At Doctors’ Health Fund, we understand that the Private Health Insurance system can be a complex machine. It’s important to us that, as a member, you are well informed about your policy and benefits.

We encourage our members to contact us with any questions, and we receive more than 50,000 calls a year. We pride ourselves on fast and efficient service as we answer 97% of calls within 30 seconds. We know this level of service is important to members and contributes to our member satisfaction rating of 94%.

We have identified the three most common questions asked by our members:

What waiting periods will I need to serve?

Waiting periods can be complicated and depend on individual circumstances. They are an important part of private health insurance and are designed to protect existing members of health funds while maintaining low premiums.

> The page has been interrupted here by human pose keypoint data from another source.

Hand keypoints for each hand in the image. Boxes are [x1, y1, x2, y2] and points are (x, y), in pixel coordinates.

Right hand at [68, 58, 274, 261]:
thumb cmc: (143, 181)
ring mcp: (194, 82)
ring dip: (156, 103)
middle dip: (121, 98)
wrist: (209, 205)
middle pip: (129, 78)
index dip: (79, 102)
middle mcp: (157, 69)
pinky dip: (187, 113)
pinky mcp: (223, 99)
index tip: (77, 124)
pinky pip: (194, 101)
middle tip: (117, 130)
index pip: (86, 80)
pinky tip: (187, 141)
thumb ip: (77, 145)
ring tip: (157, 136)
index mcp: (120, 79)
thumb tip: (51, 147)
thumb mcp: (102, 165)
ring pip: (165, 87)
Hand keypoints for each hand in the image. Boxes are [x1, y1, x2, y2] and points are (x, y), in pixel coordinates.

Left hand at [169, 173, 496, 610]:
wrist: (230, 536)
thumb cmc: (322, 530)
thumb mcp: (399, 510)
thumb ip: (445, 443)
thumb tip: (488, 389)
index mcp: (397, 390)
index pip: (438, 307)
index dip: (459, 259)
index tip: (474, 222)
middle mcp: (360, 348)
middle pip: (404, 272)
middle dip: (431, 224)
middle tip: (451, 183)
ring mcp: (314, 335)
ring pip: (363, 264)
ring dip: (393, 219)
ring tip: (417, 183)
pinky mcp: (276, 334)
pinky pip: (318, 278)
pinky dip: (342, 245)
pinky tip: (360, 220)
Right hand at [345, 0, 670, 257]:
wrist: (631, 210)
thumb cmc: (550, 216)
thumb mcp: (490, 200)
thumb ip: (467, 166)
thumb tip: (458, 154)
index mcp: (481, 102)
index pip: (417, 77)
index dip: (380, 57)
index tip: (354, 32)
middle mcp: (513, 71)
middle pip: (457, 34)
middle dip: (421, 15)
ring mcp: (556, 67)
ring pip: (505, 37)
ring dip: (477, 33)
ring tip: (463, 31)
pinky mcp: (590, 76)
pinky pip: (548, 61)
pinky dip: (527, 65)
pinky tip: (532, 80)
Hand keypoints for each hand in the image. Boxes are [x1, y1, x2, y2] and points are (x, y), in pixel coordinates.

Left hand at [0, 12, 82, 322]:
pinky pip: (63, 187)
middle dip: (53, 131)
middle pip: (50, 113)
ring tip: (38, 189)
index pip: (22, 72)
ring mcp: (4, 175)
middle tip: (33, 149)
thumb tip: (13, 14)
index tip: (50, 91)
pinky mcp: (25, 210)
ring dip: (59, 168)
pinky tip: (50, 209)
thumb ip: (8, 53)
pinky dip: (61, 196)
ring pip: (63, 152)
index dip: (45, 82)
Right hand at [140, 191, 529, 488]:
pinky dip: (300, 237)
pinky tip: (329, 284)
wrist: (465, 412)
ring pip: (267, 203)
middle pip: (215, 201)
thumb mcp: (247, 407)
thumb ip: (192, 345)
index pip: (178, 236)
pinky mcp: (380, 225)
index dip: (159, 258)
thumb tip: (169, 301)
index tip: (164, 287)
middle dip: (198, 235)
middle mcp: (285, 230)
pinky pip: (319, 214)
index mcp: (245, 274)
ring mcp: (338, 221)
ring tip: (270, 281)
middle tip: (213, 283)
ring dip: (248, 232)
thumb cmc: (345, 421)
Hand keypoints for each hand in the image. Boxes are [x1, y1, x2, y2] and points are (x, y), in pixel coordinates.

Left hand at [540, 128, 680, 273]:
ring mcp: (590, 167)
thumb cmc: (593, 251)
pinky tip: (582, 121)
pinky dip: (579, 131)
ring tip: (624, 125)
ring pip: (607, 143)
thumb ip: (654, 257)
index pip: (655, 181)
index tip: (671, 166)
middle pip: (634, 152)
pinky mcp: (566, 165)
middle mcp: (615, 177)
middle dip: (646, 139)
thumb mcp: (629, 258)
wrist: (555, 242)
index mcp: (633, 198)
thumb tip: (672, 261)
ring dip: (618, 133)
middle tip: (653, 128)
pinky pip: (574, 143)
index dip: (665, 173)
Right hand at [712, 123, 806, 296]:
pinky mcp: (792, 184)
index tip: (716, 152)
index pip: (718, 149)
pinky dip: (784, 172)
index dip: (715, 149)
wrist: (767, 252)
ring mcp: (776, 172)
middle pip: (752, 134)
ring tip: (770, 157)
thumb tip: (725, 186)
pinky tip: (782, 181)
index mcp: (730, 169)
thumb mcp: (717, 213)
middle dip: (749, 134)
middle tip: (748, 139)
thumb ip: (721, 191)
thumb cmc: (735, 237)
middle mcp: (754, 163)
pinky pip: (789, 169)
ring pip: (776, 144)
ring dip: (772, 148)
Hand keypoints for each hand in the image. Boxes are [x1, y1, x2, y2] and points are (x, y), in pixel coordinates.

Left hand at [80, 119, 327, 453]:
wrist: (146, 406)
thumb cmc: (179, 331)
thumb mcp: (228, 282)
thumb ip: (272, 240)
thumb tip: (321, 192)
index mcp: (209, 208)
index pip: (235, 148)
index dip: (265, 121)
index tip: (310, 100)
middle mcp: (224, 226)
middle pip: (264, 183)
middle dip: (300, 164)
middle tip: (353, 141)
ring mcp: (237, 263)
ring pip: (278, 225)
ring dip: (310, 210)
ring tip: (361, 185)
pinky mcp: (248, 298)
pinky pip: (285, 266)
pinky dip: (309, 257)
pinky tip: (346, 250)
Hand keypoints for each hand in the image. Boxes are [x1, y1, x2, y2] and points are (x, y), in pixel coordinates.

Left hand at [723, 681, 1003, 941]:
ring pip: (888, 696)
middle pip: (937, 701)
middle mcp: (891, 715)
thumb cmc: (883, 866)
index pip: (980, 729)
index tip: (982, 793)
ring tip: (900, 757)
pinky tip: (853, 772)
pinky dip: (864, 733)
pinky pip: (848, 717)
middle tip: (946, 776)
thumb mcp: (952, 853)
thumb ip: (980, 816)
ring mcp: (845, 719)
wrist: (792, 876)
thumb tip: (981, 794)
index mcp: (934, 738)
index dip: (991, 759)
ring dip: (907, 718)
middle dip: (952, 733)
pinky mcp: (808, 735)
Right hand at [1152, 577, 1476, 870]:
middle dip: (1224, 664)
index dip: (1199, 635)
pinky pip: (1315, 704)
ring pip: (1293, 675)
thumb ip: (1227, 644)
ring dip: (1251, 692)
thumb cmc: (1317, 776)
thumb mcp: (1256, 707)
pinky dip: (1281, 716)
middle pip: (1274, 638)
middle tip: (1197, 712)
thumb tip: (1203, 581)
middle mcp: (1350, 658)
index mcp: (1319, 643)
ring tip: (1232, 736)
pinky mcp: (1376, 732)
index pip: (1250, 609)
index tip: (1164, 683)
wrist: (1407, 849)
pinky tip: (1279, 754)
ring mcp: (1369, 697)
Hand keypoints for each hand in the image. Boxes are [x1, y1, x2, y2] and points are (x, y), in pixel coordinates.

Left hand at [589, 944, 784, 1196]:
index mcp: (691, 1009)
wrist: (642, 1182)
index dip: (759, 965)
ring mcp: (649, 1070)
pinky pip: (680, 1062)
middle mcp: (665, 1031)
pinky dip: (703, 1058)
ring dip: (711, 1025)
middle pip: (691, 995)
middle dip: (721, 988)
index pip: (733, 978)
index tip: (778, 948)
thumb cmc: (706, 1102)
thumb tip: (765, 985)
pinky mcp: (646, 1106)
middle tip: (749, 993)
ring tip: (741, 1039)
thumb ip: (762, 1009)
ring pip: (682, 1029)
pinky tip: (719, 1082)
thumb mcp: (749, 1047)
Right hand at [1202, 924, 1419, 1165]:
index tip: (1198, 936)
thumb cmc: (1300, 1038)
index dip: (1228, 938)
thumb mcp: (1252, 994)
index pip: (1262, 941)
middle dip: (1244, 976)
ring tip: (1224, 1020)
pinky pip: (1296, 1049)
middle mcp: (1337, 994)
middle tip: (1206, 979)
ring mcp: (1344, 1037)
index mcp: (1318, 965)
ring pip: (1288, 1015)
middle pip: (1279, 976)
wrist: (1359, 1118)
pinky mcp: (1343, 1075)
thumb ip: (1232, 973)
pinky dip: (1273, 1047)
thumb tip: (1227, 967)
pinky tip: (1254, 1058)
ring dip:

  • If you are new to private health insurance or upgrading from a lower level cover (either with us or another fund) you will need to serve out all relevant waiting periods. The maximum waiting period is 12 months but maybe lower in some circumstances.
  • If you are new to private health insurance or upgrading your cover and have a pre-existing condition that you were not previously covered for, you will need to serve the 12-months wait before receiving benefits for services related to the pre-existing condition. This excludes palliative care, rehabilitation and psychiatric (see next point), which have a two-month waiting period. The condition must be deemed ‘pre-existing’ prior to serving waiting periods. Pre-existing conditions are defined by legislation and can be found here.
  • If you are on a hospital policy which provides restricted benefits for psychiatric care, then to access higher benefits you usually upgrade and complete a two month waiting period. However, you can upgrade your cover without having to serve the waiting period for hospital psychiatric care. This exemption applies only once per lifetime and can only be accessed if you have already completed an initial two months of membership on any level of hospital cover.
  • If you are switching from an equivalent level of cover, you should not need to serve waiting periods for those services previously covered, provided the waiting periods have been served.
  • Reducing your excess may also incur waiting periods. For instance, if you were previously on a $500 excess policy and you upgrade to a no excess policy, you will need to serve a 12-month waiting period before you are eligible for the new excess. This excludes accidents which have no waiting period, or in the instance that a new condition has been identified after upgrading your cover or joining, only a 2-month wait applies.

A more comprehensive breakdown of waiting periods can be found on our website at

What is the difference between inpatient and outpatient services
We often get queries from members about the difference between an inpatient and an outpatient service.

Put simply; an inpatient is someone admitted to hospital for medical treatment; this can either be through the hospital’s emergency room or through a scheduled surgery or treatment. You do not have to stay overnight to be classified as an inpatient, provided you receive the treatment or procedure during your stay in the hospital. An inpatient would need to be discharged from the hospital when it’s time to leave. You can choose to be an inpatient as either a public or a private patient. Hospital cover provides benefits only when you receive treatment as an inpatient in a hospital or day-only facility and only if your chosen hospital policy covers the procedure.

An outpatient is someone who receives medical treatments in a doctor’s surgery, specialists clinic or the emergency room (without being admitted). They can include procedures like injections, x-rays and ultrasounds. These treatments are not covered by your hospital cover, but you may be able to claim a rebate from Medicare for outpatient services.

How do I add my new baby to my policy?
We welcomed more than 750 new babies to our fund last year. To ensure your baby is covered on your policy, you need to let us know within 60 days from the birth date, and your baby will be added to your policy with no waiting periods to serve.

However, if you notify us after these 60 days, under the regulations, your baby will need to serve all relevant waiting periods before you can claim for any benefits. Furthermore, there may be tax implications if your baby is not added to your policy from their date of birth.